It's interesting how timeless certain thoughts are. Jung once claimed that we have a collective unconscious, where the members of a certain species share a collection of personal experiences in similar ways. He described it as "a second psychic system of a collective, universal, and impersonal nature which is identical in all individuals." While I am unsure whether or not there actually is a collective unconscious, whether or not we do all share some universal nature, it's interesting to consider the fact that we do. Look at philosophers over time. In Plato's Allegory of the Cave, men are chained to and facing a cave wall. They live their whole lives thinking that the shadows coming from the fire behind them are reality, that this is the only truth. Yet, it is only after they break the chains and walk out of the cave that they can see what reality truly is. The same idea is illustrated in the theory of the brain in a vat. In The Matrix, people live their every day lives in what they know as reality, however reality is really them being harvested by machines which simulate reality for them. Again, it's when they are able to break the barriers of their false reality that they will be able to see what reality really is. This causes questions of one's consciousness and reality to arise. In Daniel Dennett's short story, "Where Am I?" the narrator undergoes a surgery that disconnects his brain from his body, but still allows him to function. The narrator then questions where his consciousness lies, in his brain or his body. He spends a significant amount of the story bouncing between the two, until his brain is cloned and he has to decide which brain is his true self.

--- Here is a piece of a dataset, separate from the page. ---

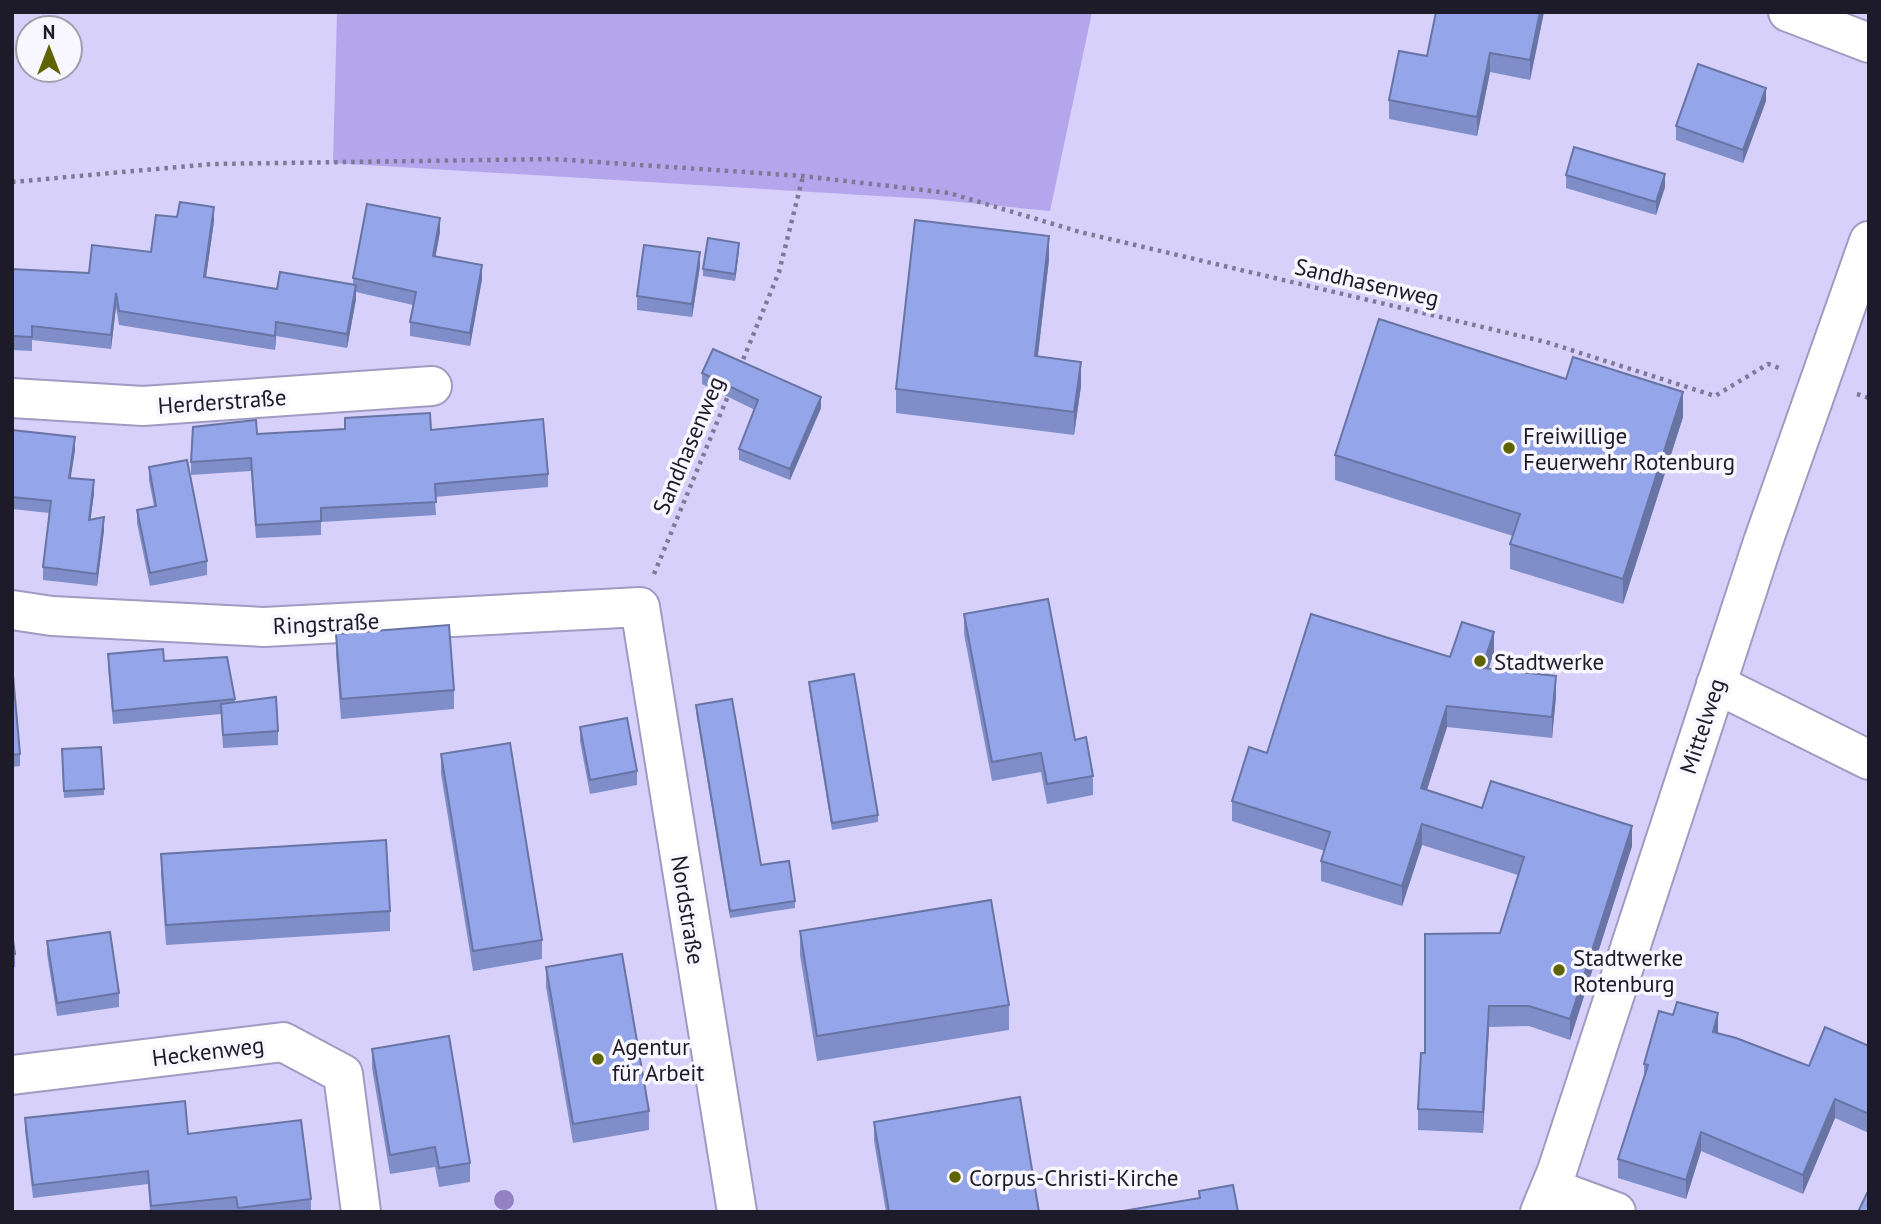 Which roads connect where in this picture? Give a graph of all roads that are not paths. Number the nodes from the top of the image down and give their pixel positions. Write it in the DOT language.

So what is the self? How can we know where are conscious lies? Where is our consciousness, who is our consciousness? How do we know if we are chained to a cave wall, living an illusion? Or being fed an alternate reality by machines? The reality is that we cannot know either thing. I believe that our consciousness and our selves are what we make them. In existentialism, philosophical thinking depends on the experiences of the individual. We will never know whether or not there is a God or some greater force, such as machines stimulating what we believe to be reality. Instead we have to make the conscious decision to believe in one or not. The narrator in Dennett's story struggles to decide whether his brain or his body is his self and his consciousness. In my opinion, Dennett's narrator is more aware of this classic struggle: mind, body, or spirit; than most others. The narrator has the ability to consciously decide what he wants to believe, because there is no way to ever know.
So where does that leave us? Am I the philosopher walking out of the cave, seeing the world for the first time? Has anything thing changed? Yes and no. I am consciously aware of my abilities as a single human being. I can make my own reality. I can choose what I want to believe. But can there be another reality I am unaware of? Yes. Because I would have been born into it and programmed to lack that awareness. All I can know is that my conscious mind exists. It's possible that my body isn't even real.
The real question is: will I try my best to wake up from an alternate reality if that's the case? Yes. I would take the red pill if given the chance.